On a grey February afternoon, Daniel McPherson scaled a fence to walk home along the train tracks from Leduc Composite High School.

He never made it.

With all noise muffled by music in his headphones, he never heard the low whistle of the oncoming train.

Struck from behind by a southbound Canadian Pacific freight train, the 19-year-old was killed instantly.

More than five years after Daniel died, on Feb. 13, 2012, his grandmother will attend Wednesday evening's launch of the Leduc's new Railway Sign Awareness Program.

"I think we're still coping and trying to understand," said Dianne Maneschyn.

There's a fence beside the train tracks, she said. Her grandson often went down a few houses, climbed over a 'no trespassing' sign and walked on the tracks, then went down the lane to school

The new campaign is intended to raise awareness and increase safety around railway crossings throughout Leduc, using billboards created by local high school students.

The new designs will be unveiled at a public ceremony Wednesday evening at the Leduc Civic Centre Atriumin before they're installed at railway crossings.

Maneschyn thinks better public education is the first step toward improving safety.

"These signs that are going up — especially because it's the kids that are doing the signs — are going to be good," Maneschyn said in an interview with CBC Radio's Edmonton AM.

"They're going to educate kids their own age that this is dangerous ... you have to stay off." 

Two different railway lines pass through the area, and from nine to 14 trains run through the city each day.

Despite the inherent dangers and the death of her grandson, teenagers continue to cross the tracks, which act as a sort of dividing line between parts of the community, said Maneschyn.

Even the installation of a second fence near the tracks hasn't kept them out.

'They just aren't understanding the dangers of it'

"We have this community, and on the other side of the fence there is the high school, the skate park and the 7-Eleven," she said. "It's all the things that the kids want to go to, so they go across the tracks.

"I've seen kids. They can flip over those two fences within a matter of seconds, so I don't think enough is being done," said Maneschyn. "They just aren't understanding the dangers of it."

Maneschyn's concerns about safety were realized last summer when another local teenager was killed walking along the tracks. The body of a 17-year-old boy was discovered near Highway 2A and 50th Street on July 31, 2016.
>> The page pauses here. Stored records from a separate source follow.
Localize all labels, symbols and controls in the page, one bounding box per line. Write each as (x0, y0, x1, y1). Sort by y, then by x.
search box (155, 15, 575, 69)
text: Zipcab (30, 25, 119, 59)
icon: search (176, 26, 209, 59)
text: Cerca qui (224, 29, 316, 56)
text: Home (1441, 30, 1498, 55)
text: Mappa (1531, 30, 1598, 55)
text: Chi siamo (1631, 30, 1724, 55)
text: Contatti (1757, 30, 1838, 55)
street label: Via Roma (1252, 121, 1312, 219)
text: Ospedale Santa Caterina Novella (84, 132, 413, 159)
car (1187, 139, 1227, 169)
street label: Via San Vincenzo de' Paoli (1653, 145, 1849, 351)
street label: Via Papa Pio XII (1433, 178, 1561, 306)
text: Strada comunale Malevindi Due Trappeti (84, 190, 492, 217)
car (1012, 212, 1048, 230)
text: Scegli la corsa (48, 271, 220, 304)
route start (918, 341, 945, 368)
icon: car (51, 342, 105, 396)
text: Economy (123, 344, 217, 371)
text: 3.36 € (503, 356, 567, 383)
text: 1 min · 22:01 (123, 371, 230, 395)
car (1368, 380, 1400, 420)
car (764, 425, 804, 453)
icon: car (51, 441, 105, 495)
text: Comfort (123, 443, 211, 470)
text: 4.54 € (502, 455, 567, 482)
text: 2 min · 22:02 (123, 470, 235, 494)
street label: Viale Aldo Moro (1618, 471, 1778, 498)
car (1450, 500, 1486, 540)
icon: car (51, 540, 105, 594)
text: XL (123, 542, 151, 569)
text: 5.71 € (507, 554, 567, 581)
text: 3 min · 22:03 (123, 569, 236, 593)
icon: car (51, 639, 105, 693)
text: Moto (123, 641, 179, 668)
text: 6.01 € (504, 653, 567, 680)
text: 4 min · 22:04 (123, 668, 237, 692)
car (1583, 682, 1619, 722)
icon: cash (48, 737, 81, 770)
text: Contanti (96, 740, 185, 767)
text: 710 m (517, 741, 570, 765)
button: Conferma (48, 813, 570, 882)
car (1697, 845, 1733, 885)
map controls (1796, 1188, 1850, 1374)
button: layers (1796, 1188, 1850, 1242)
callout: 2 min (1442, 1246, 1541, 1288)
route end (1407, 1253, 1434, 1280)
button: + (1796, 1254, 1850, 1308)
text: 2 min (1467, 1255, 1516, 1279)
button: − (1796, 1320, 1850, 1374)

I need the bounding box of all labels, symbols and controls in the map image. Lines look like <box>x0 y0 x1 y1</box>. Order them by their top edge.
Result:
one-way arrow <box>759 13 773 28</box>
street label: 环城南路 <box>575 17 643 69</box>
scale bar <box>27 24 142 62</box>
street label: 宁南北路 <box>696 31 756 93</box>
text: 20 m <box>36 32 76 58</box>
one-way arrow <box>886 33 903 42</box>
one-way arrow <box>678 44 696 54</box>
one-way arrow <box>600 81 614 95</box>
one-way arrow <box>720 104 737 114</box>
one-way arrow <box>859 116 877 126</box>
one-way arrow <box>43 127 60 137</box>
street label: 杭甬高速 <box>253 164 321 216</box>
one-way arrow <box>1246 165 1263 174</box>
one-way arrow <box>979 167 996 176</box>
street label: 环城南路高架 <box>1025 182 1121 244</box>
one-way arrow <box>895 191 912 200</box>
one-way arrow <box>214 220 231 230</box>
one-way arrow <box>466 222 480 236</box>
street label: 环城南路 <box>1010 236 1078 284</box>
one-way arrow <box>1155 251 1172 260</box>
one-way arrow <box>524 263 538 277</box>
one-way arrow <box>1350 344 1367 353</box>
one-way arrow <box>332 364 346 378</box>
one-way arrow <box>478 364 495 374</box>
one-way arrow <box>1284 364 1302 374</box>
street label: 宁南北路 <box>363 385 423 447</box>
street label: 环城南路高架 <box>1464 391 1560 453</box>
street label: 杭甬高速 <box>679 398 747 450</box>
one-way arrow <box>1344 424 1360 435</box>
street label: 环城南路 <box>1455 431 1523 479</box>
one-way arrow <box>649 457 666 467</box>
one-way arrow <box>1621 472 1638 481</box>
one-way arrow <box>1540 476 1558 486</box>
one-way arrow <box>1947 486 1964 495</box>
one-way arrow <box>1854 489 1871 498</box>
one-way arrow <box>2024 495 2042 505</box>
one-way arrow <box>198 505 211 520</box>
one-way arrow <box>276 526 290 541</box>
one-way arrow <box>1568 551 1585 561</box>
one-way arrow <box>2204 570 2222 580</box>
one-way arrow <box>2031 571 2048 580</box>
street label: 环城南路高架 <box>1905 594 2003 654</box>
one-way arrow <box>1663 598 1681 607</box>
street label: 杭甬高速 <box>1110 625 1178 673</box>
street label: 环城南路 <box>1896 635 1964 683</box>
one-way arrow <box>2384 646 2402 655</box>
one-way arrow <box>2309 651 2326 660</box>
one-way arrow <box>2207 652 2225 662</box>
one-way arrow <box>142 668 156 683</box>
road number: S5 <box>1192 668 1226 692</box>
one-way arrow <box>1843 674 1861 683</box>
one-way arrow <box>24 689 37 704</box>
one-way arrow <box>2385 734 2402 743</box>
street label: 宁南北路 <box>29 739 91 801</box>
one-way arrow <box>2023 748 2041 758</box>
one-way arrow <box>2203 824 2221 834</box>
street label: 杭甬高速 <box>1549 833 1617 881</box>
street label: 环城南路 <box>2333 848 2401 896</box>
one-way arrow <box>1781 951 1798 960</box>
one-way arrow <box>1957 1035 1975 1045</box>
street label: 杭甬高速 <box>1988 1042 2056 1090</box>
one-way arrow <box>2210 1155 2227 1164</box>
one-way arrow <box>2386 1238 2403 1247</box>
The city has taken a number of steps since McPherson's death to raise awareness and increase safety surrounding railway crossings throughout the city, including increased enforcement, fencing and committing $460,000 on intersection improvements, said Mayor Greg Krischke.

But this is the first time the city has involved the younger generation in public awareness efforts, he said.

After the latest tragedy, they hope older students from Leduc Composite High will help spread the message.

"We've done some other things … but by involving grade 10 students, it really gave them a chance to think about the seriousness of interactions with trains and people," said Krischke.

"So 55 artworks were created, and from those we picked four and reproduced them on signs that will be installed at railway crossings across the city."

Maneschyn hopes the new campaign will help raise awareness about the dangers of the tracks, and put pressure on government officials to protect pedestrians.

"This is preventable through education, through safety installments," she said. "I understand the trains are here to stay but we have to find a way to work together to be as safe as we can."